Although phishing emails came from sender addresses such as firstname.lastname@example.org, no one from Kaspersky sent them, the security firm stated in a statement on Monday. Rather, Kaspersky’s genuine, albeit stolen, Amazon Simple Email Service (SES) token was used to send the emails.
Amazon SES is a flexible email service that allows developers to send email from any app used for marketing and bulk email communications.
As per Kaspersky’s advisory, “this access token was granted to a third-party contractor during the testing of the website 2050.earth.”
The SES token was promptly revoked after Kaspersky discovered a significant rise in recent Office 365 credential spearphishing operations – attacks that might be emanating from several threat actors. Phishing attempts frequently target Office 365 credentials.
The advisory indicated that the theft caused no damage. There wasn’t any unauthorized database access, server compromise, or any other malicious activity at 2050.earth and related services.
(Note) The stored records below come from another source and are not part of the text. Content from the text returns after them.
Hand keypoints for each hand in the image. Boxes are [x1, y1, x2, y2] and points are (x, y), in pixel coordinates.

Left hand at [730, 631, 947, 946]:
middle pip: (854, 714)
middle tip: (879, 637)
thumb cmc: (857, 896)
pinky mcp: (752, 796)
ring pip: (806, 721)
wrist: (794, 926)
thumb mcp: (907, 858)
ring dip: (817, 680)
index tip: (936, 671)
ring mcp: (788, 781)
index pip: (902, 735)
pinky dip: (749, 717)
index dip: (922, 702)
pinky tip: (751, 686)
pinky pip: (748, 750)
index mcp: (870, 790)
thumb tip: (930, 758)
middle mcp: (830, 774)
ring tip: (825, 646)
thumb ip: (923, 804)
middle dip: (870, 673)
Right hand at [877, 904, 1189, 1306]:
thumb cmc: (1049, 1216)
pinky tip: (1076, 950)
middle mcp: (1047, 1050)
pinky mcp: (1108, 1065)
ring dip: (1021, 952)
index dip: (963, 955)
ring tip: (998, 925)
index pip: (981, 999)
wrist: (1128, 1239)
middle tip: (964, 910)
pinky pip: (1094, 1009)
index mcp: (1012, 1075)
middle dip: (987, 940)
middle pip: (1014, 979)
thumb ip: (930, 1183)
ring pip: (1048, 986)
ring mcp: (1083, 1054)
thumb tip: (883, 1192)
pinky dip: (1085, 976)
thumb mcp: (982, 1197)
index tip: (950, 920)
Phishers use these emails to send individuals to carefully constructed phishing sites so they may submit credentials, believing they’re doing so for a genuine cause. They sometimes trick people by imitating a trustworthy organization (like Kaspersky), application, or institution.
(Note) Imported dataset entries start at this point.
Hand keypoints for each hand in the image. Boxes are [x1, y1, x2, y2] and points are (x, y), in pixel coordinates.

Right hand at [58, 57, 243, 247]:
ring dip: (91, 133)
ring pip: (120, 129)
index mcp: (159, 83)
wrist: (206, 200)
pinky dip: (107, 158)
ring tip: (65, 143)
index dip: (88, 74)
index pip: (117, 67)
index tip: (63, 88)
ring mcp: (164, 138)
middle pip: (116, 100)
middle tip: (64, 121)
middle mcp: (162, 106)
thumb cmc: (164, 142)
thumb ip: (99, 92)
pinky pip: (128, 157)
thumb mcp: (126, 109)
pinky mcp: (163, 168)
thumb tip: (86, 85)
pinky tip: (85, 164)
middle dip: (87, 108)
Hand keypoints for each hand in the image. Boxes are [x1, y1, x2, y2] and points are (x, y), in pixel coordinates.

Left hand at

The cybercriminals who devised the Kaspersky-themed plan did not try to pass themselves off as Kaspersky personnel. Instead, phishing emails are usually disguised as “fax notices,” leading victims to phony websites that capture Microsoft’s online services credentials. It’s not the first time the old “fax alert” jingle has been received: In December 2020, a campaign that employed the same email con also targeted Office 365 credentials.
The phishing emails from Kaspersky were sent from various ostensibly Kaspersky addresses, and they came from a variety of domains, including Amazon Web Services architecture.
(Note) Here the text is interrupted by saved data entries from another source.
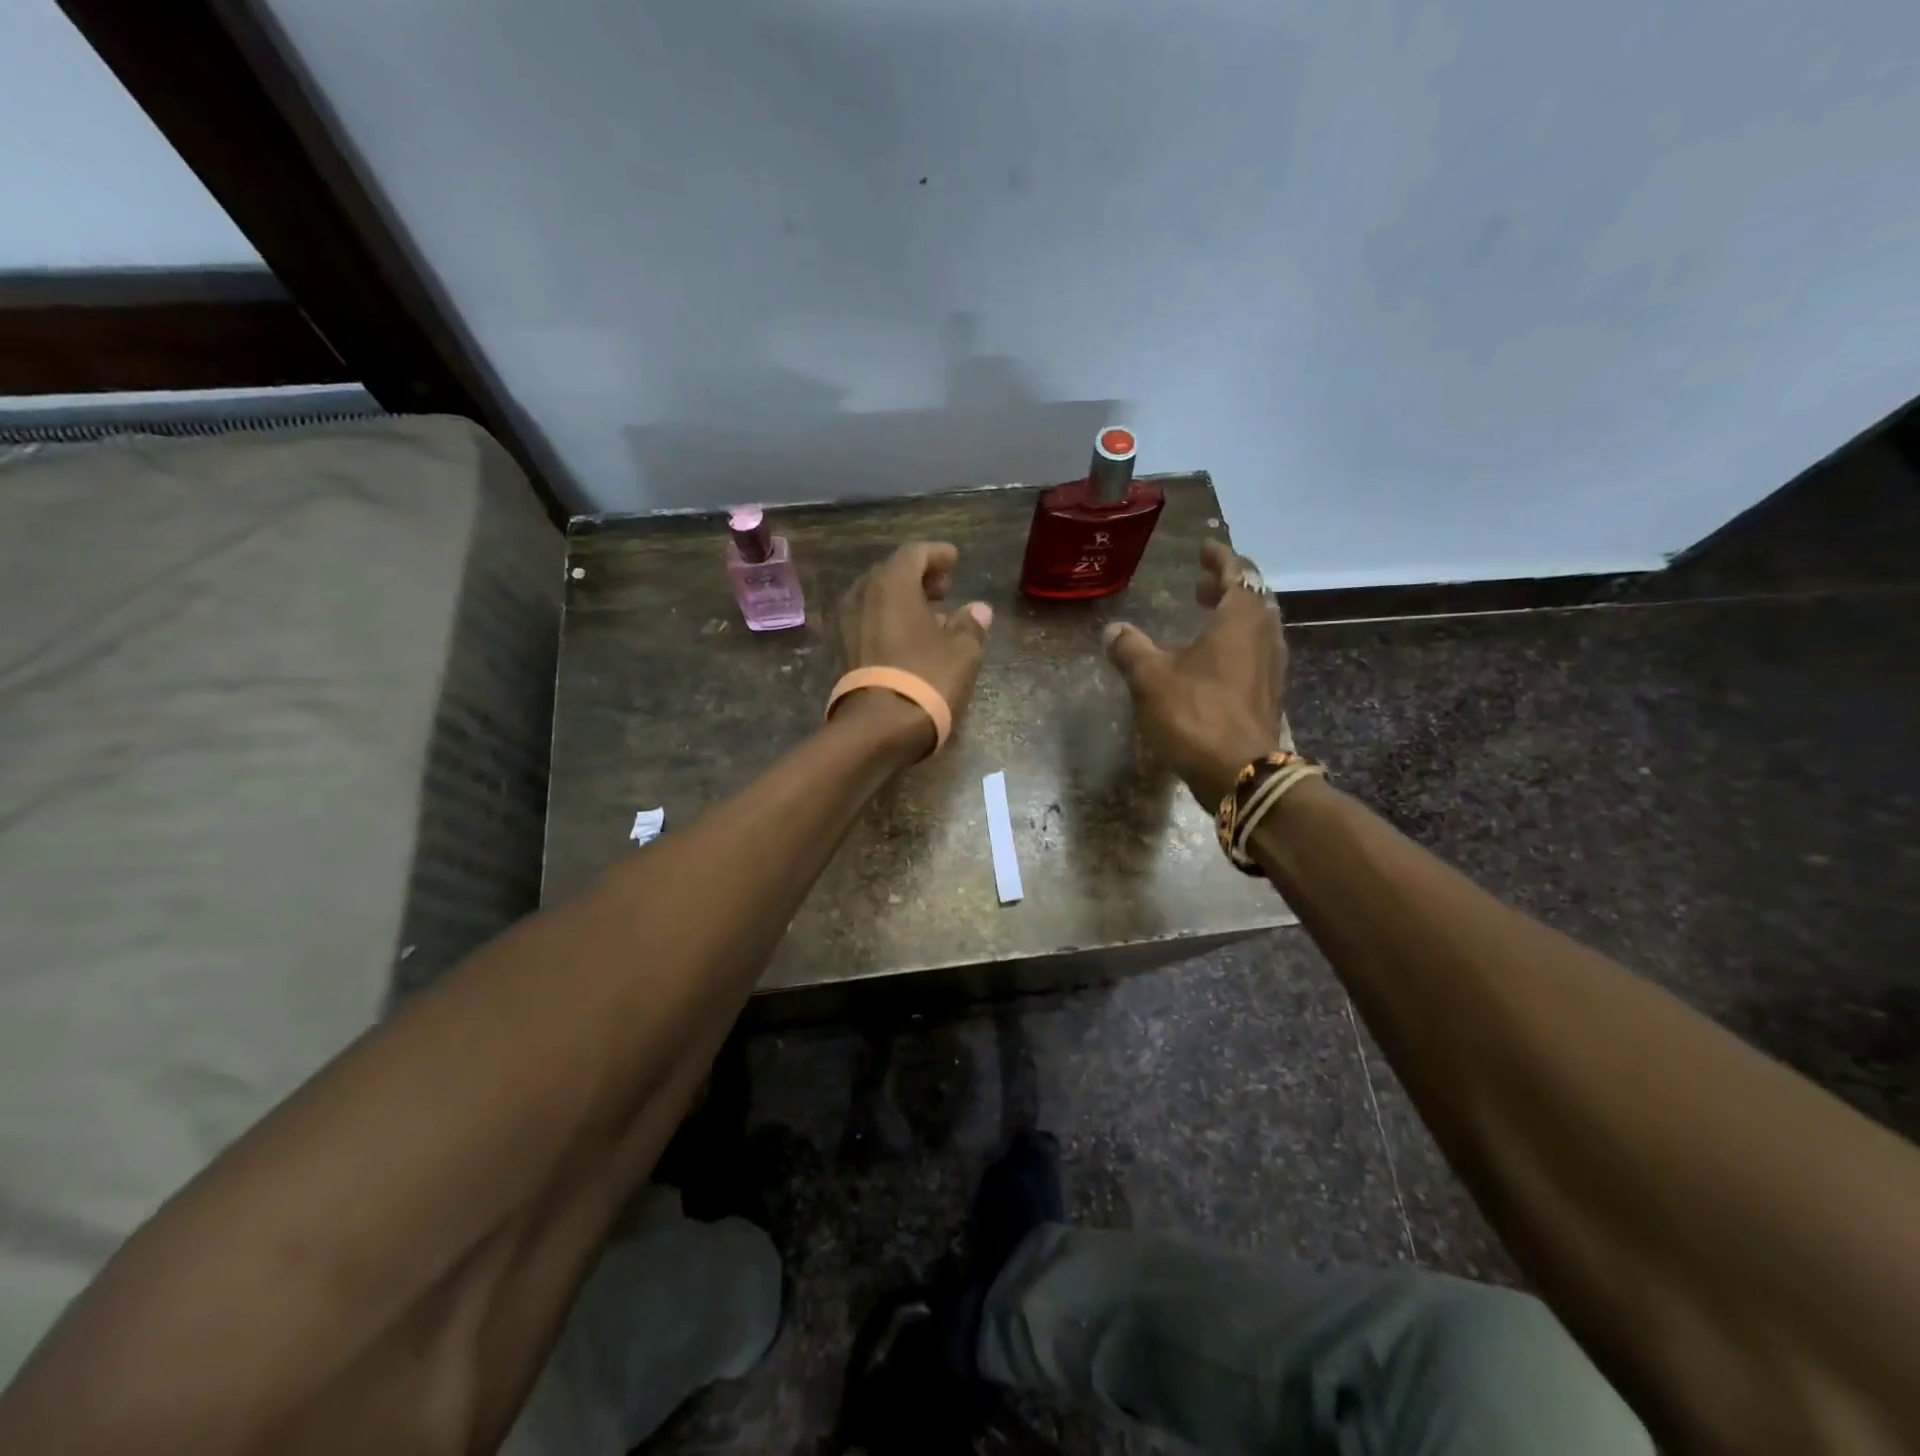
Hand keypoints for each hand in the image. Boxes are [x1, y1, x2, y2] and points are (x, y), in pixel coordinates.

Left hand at [836, 541, 993, 755]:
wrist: (879, 727)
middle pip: (891, 574)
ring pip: (878, 600)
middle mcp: (864, 596)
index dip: (937, 554)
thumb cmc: (926, 679)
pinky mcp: (844, 652)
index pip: (914, 554)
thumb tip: (979, 610)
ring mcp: (849, 625)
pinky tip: (912, 639)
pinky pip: (870, 622)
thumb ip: (971, 625)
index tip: (954, 559)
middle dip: (919, 577)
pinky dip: (891, 621)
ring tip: (933, 615)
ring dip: (904, 601)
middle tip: (944, 587)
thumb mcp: (962, 652)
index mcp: (891, 585)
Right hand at [1103, 540, 1285, 805]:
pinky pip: (1255, 653)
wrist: (1241, 774)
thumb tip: (1113, 630)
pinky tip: (1211, 662)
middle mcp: (1265, 635)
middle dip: (1227, 587)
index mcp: (1241, 619)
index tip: (1204, 548)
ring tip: (1204, 620)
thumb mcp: (1150, 678)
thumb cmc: (1196, 715)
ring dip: (1232, 616)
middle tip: (1200, 586)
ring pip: (1256, 627)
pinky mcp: (1269, 694)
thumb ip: (1130, 649)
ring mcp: (1272, 667)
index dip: (1219, 558)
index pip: (1236, 572)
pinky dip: (1235, 644)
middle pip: (1252, 598)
The phishing efforts use a phishing kit called “Iamtheboss” by Kaspersky researchers, which is used in combination with another phishing kit called “MIRCBOOT.”
MIRCBOOT is one of the phishing kits discovered by Microsoft lately as part of a large-scale, well-organized, sophisticated phishing-as-a-service (PhaaS) operation dubbed BulletProofLink by the cybercriminals.
MIRCBOOT and the other phishing kits provided on BulletProofLink allow would-be cybercriminals to build up websites and acquire domain names to begin phishing campaigns, posing as, for example, employees of a security agency.